Jakarta (ANTARA News) - Pemilik Grup Bakrie, Nirwan D Bakrie, menegaskan pihaknya tidak lagi meminati tujuh persen saham yang merupakan tahapan akhir proses divestasi PT Newmont Nusa Tenggara.

"Grup kami sudah tidak lagi terlibat dalam divestasi tujuh persen saham Newmont," ujarnya saat dihubungi dari Jakarta, Jumat.

Meski demikian, Nirwan yang tengah berada di salah satu negara Eropa mengingatkan bahwa pihak nasional atau Merah-Putih mesti mengendalikan manajemen Newmont agar sesuai semangat divestasi yang dijabarkan dalam kontrak karya perusahaan tambang tersebut.

"Dasar hukum pengendalian Newmont ini adalah Pasal 33 UUD 1945 yang menyatakan semua kekayaan alam harus dikuasai dan dikelola negara. Inilah `spirit` dari divestasi NNT," katanya.

Menurut dia, pihak Indonesia sesuai kontrak karya adalah pemerintah pusat, pemerintah daerah, dan swasta nasional.

Nirwan mengatakan, sesuai semangat UUD, kontrak karya NNT harus diartikan sebagai pengalihan saham dan sekaligus kendali manajemen Newmont atas kekayaan alam Indonesia di bawah bendera Merah-Putih.

Jadi, lanjutnya, pemegang saham asing NNT bukan hanya melepas saham, tapi juga aspek pengendaliannya.

"Jangan sampai saham dilepas, tapi hak pengendaliannya tetap di tangan asing," ujarnya.

Ia menambahkan, menjadi sia-sia kalau secara kepemilikan saham, pihak nasional menjadi mayoritas, tapi secara hak suara tetap di bawah kendali pemegang saham asing.

"Porsi Merah-Putih atas kepemilikan saham semakin besar dan terkonsolidasi maka semakin bagus untuk Indonesia. Tapi harus disertai dengan pengalihan hak suara. Karena hak suara yang semakin terkonsolidasi juga untuk mengutamakan kepentingan daerah dan NKRI," ujarnya.

Menurut Nirwan, hak suara yang lebih terkonsolidasi bisa digunakan untuk memutuskan hal-hal yang strategis seperti meningkatkan produksi, mengatur alokasi "community development", dan memutuskan aksi-aksi korporasi untuk peningkatan nilai dan kinerja perusahaan.

"Sehingga, pajak yang diterima pemerintah pusat juga lebih tinggi lagi," katanya.

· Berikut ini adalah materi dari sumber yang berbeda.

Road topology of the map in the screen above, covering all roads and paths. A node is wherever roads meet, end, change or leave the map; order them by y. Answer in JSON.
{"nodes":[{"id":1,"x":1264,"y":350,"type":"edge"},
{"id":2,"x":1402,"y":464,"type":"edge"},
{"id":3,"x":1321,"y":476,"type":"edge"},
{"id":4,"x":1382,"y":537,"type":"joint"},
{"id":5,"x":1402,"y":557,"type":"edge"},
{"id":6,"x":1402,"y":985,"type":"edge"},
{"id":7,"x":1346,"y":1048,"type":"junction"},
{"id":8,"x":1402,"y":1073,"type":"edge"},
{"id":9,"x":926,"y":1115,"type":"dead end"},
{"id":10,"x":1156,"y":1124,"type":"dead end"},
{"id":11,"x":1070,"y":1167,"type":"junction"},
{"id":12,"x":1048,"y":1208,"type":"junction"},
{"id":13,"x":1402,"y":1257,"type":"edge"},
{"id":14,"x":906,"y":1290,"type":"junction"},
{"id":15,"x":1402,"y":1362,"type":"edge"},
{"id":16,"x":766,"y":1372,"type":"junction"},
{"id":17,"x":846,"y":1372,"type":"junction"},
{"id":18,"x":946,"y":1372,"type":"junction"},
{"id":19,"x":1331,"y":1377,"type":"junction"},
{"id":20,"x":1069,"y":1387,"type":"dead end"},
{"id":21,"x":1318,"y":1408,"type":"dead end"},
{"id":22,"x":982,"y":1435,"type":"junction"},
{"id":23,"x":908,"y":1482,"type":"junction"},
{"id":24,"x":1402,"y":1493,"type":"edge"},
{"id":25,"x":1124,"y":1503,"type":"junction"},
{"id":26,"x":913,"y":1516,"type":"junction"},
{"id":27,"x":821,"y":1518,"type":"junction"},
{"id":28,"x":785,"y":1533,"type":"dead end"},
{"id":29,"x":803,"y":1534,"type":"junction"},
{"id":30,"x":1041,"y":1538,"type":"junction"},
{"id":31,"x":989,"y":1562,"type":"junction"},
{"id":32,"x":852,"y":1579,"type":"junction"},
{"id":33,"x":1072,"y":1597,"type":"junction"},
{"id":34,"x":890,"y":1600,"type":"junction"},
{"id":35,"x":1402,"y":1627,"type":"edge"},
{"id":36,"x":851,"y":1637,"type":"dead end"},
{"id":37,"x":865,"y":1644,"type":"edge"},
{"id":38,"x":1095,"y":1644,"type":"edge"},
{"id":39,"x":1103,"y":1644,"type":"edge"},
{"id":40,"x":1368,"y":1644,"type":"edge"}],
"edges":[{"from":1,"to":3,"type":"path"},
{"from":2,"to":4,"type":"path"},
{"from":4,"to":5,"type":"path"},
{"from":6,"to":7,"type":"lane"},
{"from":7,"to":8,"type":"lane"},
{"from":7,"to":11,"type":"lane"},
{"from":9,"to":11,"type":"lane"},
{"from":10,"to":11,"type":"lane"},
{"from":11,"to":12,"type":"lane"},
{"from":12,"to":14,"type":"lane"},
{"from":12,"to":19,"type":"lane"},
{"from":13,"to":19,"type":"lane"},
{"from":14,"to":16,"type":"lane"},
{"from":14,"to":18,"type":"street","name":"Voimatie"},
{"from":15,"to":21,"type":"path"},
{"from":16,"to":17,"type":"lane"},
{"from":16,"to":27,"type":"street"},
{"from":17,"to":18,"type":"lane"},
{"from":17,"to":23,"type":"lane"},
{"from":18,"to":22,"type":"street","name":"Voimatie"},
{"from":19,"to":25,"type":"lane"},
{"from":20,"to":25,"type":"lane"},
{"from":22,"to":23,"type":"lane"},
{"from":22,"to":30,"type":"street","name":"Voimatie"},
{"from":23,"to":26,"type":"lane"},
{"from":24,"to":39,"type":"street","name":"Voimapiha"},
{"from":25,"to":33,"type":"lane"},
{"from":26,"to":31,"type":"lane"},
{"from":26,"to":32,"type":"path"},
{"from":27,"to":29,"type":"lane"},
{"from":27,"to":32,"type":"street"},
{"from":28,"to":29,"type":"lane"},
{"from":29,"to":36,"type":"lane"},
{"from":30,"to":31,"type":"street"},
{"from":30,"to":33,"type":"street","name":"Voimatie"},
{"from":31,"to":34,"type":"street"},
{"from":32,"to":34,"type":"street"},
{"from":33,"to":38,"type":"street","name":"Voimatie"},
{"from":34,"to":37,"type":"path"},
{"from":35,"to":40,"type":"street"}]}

Sebaliknya, tambah Nirwan, jika pemerintah pusat ingin memiliki sendiri tujuh persen saham Newmont, memang akan mendapatkan dividen yang cukup lumayan, tapi tetap tidak bisa mengendalikan jalannya perusahaan.

Menurut dia, jika memiliki 10 persen saham, maka baru berhak menempatkan komisaris dan hanya dengan memiliki 20 persen saham, maka berhak menempatkan direksi.

Ia juga mengatakan, pemerintah pusat melalui Menkeu memang tidak salah kalau ingin memiliki tujuh persen saham NNT.

Tapi, sebaiknya bergabung di dalam satu perusahaan dengan daerah yang memiliki 24 persen saham, dan PT Pukuafu Indah dengan 20 persen saham, sehingga penguasaan saham menjadi mayoritas yakni 51 persen dan bisa langsung menjadi pengendali perusahaan sesuai semangat divestasi.

Ketua Presidium Masyarakat Pertambangan Indonesia Herman Afif Kusumo juga mengatakan, filosofi divestasi adalah Merah-Putih tidak hanya menguasai 51 persen saham, tapi juga sekaligus mengendalikan manajemen Newmont.

Menurut dia, pemerintah mesti memberi sanksi atas pengendalian pemegang saham asing NNT atas PT Inti Masbaga Investama.

"Bahkan, kalau memang terus melakukan pelanggaran, sampai pada sanksi berupa pemutusan kontrak," ujarnya.

Masbaga menguasai 2,2 persen saham asing NNT setelah membelinya dari PT Pukuafu Indah.

Penguasaan pemegang saham asing NNT atas 2,2 persen saham Masbaga menjadikan pemegang saham asing akan tetap mengendalikan Newmont karena menguasai 51,2 persen saham setelah proses divestasi berakhir.

Herman juga menggarisbawahi pernyataan Nirwan soal ketidakterlibatan Grup Bakrie dalam urusan tujuh persen saham Newmont.

Pernyataan itu, lanjutnya, menjadi penting mengingat proses divestasi tujuh persen saham itu selalu dikaitkan dengan kepentingan Bakrie.

"Pernyataan itu menepis tudingan adanya kepentingan Bakrie dalam proses divestasi," katanya.